Assignment
For the records below, work out the number of lines holding "lane" and reply with only that.

Data for this task
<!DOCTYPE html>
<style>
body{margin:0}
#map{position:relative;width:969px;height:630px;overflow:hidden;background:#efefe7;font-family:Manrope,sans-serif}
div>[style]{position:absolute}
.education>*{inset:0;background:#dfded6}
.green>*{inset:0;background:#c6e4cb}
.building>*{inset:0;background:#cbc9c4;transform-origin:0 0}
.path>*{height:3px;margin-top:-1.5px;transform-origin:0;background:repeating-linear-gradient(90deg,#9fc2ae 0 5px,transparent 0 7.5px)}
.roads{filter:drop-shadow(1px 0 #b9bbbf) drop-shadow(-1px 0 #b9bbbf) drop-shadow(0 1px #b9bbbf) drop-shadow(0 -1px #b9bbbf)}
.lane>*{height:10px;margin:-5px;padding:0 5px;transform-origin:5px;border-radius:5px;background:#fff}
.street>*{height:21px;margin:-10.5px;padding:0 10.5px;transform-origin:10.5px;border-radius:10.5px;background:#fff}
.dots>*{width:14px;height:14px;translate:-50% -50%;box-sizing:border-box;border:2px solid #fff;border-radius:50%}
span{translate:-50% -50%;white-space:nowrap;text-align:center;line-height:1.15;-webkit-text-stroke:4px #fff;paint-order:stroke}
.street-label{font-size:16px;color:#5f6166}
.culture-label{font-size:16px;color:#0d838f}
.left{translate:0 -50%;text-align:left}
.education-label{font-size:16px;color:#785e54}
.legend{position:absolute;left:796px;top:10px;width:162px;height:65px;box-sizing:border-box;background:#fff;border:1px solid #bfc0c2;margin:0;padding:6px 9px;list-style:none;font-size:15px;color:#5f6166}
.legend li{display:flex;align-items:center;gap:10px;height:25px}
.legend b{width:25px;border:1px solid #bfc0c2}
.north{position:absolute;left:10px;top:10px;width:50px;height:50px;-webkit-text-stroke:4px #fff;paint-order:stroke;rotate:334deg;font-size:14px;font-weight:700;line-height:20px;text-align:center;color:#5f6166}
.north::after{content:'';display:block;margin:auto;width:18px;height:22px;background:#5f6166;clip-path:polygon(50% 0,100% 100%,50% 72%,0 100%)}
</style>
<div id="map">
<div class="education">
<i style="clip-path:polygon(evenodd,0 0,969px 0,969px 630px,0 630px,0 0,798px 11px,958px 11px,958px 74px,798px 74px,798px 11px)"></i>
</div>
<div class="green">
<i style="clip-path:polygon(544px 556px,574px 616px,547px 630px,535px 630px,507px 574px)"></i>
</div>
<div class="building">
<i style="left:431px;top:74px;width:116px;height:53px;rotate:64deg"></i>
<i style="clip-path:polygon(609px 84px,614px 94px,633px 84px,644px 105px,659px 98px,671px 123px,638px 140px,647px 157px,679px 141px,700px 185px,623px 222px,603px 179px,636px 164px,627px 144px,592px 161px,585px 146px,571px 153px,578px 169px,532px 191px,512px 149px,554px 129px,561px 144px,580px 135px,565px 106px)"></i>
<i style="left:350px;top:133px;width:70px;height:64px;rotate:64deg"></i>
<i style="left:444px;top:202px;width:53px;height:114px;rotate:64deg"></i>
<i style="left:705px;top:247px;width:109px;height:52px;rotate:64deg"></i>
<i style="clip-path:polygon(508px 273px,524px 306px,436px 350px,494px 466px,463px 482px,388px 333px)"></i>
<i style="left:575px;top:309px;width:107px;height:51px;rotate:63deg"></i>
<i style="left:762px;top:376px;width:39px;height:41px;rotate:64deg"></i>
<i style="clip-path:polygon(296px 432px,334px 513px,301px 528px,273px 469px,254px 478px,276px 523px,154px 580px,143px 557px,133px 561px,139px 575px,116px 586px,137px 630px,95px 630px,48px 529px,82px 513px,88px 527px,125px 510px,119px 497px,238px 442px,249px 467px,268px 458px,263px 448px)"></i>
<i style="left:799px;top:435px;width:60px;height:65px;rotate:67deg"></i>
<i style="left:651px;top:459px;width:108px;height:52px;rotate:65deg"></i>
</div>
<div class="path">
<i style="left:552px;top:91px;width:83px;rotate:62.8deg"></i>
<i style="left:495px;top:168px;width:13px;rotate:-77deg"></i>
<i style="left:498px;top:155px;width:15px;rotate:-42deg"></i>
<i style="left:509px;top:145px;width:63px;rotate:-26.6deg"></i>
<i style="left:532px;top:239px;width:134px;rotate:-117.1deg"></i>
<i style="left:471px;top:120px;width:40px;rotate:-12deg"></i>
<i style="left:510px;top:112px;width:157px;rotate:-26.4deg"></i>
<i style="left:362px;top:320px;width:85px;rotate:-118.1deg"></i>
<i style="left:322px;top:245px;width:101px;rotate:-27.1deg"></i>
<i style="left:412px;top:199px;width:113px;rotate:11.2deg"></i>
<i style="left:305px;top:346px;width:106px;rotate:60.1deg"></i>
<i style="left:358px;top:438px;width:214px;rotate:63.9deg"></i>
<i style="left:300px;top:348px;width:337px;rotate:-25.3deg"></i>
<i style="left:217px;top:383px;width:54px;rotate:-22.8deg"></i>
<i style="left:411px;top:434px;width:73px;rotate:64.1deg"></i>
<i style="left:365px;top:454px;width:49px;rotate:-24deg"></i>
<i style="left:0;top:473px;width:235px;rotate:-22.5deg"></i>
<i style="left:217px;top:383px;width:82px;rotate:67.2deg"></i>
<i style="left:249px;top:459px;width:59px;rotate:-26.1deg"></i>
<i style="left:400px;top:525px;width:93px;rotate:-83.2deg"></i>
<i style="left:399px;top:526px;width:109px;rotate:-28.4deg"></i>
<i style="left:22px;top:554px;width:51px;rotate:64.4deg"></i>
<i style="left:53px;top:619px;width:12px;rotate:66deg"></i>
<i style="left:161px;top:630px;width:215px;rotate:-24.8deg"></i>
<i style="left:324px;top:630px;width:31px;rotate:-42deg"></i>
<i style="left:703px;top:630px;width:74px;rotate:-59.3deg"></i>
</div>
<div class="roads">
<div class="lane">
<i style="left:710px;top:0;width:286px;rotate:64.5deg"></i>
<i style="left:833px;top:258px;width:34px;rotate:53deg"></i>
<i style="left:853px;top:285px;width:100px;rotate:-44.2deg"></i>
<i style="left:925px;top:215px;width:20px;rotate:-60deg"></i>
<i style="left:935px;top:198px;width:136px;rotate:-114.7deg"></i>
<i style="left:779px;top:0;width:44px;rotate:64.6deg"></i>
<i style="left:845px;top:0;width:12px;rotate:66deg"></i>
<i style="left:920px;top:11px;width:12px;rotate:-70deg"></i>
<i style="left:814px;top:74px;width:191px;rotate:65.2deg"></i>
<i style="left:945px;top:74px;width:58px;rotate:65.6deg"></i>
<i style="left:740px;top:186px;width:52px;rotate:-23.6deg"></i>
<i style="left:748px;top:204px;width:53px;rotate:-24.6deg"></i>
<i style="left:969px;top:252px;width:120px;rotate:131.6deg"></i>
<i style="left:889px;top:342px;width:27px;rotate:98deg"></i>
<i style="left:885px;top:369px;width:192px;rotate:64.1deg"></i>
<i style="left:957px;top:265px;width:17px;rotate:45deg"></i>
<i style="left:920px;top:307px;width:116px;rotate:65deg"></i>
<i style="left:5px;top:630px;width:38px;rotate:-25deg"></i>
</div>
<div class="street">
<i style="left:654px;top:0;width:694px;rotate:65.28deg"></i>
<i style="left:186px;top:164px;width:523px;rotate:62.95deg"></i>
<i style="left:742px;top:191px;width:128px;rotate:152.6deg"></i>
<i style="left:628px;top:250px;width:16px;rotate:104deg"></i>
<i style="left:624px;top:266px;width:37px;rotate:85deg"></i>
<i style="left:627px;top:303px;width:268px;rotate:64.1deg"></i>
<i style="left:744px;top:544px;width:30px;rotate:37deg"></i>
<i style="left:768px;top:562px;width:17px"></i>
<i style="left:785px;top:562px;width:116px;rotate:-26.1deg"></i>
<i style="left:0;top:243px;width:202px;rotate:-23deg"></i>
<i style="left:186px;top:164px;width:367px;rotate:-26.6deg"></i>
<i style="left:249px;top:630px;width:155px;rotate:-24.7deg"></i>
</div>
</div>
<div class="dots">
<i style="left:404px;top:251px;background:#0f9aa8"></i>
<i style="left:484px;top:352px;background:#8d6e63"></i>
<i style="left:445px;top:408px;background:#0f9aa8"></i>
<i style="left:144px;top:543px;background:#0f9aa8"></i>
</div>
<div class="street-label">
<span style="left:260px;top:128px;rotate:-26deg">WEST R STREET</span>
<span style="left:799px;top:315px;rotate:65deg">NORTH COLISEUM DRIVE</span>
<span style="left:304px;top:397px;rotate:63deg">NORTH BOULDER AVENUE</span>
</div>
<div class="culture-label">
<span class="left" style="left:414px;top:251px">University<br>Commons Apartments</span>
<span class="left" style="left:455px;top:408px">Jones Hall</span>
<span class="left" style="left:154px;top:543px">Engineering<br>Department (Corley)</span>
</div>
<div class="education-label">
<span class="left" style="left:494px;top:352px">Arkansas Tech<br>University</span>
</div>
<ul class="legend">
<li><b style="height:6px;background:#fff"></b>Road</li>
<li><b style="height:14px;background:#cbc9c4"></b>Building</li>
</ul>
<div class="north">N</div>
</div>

* * *

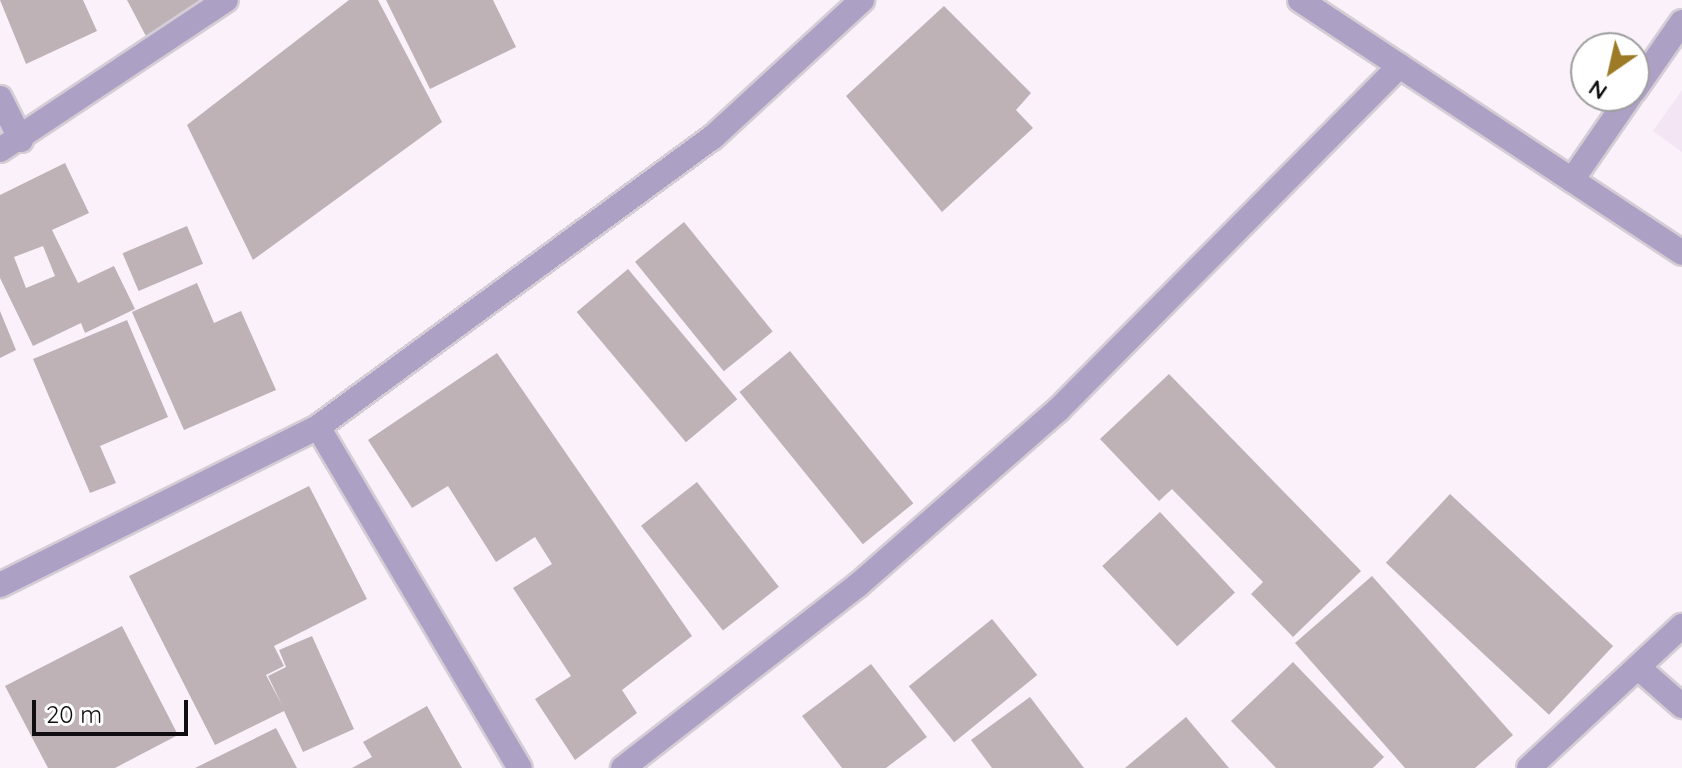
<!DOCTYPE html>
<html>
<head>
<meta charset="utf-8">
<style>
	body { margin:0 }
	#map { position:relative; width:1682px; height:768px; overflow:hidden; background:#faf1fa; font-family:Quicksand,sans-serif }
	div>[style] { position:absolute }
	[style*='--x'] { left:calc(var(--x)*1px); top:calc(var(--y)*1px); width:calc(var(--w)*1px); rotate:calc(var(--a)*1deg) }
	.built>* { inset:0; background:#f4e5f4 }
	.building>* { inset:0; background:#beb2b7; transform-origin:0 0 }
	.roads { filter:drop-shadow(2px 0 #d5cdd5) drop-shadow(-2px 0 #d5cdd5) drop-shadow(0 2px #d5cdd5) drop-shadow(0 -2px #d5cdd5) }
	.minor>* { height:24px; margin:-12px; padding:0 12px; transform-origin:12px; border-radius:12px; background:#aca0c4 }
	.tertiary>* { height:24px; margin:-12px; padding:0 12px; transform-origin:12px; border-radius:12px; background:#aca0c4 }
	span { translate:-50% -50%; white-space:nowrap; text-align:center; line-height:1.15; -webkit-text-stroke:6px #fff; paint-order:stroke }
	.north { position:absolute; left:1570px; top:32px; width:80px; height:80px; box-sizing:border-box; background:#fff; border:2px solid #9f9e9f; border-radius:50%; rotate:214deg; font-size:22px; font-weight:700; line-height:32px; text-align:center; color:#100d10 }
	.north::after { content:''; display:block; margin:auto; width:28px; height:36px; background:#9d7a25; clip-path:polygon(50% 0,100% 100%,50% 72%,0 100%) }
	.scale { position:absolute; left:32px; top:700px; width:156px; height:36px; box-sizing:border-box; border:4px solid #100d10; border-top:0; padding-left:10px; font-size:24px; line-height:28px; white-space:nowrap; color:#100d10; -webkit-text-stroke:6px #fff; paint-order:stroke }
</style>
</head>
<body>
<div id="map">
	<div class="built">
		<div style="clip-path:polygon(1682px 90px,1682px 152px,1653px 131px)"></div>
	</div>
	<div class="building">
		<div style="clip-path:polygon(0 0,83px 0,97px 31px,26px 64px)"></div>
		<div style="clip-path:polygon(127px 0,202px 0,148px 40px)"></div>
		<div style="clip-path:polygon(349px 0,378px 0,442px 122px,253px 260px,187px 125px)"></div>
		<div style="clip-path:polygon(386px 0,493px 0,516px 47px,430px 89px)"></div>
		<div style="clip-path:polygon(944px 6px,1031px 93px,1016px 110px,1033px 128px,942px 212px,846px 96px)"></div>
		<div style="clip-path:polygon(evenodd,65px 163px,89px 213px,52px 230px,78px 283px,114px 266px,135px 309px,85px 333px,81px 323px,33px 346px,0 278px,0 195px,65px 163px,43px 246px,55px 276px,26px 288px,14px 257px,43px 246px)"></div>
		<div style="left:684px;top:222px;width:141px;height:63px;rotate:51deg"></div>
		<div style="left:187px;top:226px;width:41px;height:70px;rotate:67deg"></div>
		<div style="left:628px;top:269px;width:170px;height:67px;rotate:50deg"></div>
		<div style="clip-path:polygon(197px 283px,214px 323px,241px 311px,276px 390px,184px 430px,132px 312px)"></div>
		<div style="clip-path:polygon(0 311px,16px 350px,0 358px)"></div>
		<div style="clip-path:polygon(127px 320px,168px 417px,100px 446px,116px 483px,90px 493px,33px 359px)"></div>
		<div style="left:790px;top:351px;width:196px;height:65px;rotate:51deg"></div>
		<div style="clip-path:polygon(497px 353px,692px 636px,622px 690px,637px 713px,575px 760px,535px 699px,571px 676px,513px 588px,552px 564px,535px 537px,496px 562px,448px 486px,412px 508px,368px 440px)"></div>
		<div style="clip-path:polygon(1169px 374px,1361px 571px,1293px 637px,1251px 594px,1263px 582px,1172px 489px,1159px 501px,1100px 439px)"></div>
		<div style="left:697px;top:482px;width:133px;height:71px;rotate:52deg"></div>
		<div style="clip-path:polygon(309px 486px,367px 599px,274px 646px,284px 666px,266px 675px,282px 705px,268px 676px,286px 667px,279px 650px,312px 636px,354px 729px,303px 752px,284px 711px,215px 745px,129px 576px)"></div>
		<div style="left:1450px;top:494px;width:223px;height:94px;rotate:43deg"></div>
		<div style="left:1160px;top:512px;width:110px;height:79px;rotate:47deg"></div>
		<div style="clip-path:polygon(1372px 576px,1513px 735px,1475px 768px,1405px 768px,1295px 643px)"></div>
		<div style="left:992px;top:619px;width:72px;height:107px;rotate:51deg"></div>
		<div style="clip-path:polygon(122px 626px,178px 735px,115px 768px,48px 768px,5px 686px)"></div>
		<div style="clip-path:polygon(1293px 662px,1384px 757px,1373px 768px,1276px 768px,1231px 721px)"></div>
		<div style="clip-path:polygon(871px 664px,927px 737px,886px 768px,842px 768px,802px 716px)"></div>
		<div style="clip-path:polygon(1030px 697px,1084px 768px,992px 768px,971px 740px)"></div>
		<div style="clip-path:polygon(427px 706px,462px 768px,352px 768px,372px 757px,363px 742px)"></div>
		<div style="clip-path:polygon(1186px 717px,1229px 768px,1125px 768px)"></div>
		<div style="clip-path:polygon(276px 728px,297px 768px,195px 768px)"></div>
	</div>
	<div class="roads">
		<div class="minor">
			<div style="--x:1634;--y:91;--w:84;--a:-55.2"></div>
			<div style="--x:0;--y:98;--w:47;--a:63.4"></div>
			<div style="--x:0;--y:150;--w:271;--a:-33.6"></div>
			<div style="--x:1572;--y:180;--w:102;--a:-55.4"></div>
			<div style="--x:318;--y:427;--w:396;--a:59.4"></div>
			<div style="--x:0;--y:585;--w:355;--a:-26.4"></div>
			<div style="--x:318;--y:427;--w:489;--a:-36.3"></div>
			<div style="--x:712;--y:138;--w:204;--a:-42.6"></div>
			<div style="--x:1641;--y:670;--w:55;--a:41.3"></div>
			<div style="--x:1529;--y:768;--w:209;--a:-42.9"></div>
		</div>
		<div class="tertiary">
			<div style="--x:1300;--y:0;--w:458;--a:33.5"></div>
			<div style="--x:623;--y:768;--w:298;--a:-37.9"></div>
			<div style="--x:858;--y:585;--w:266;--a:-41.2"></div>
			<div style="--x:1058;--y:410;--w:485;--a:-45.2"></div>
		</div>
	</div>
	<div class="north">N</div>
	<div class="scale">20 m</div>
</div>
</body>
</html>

Exercise solution
2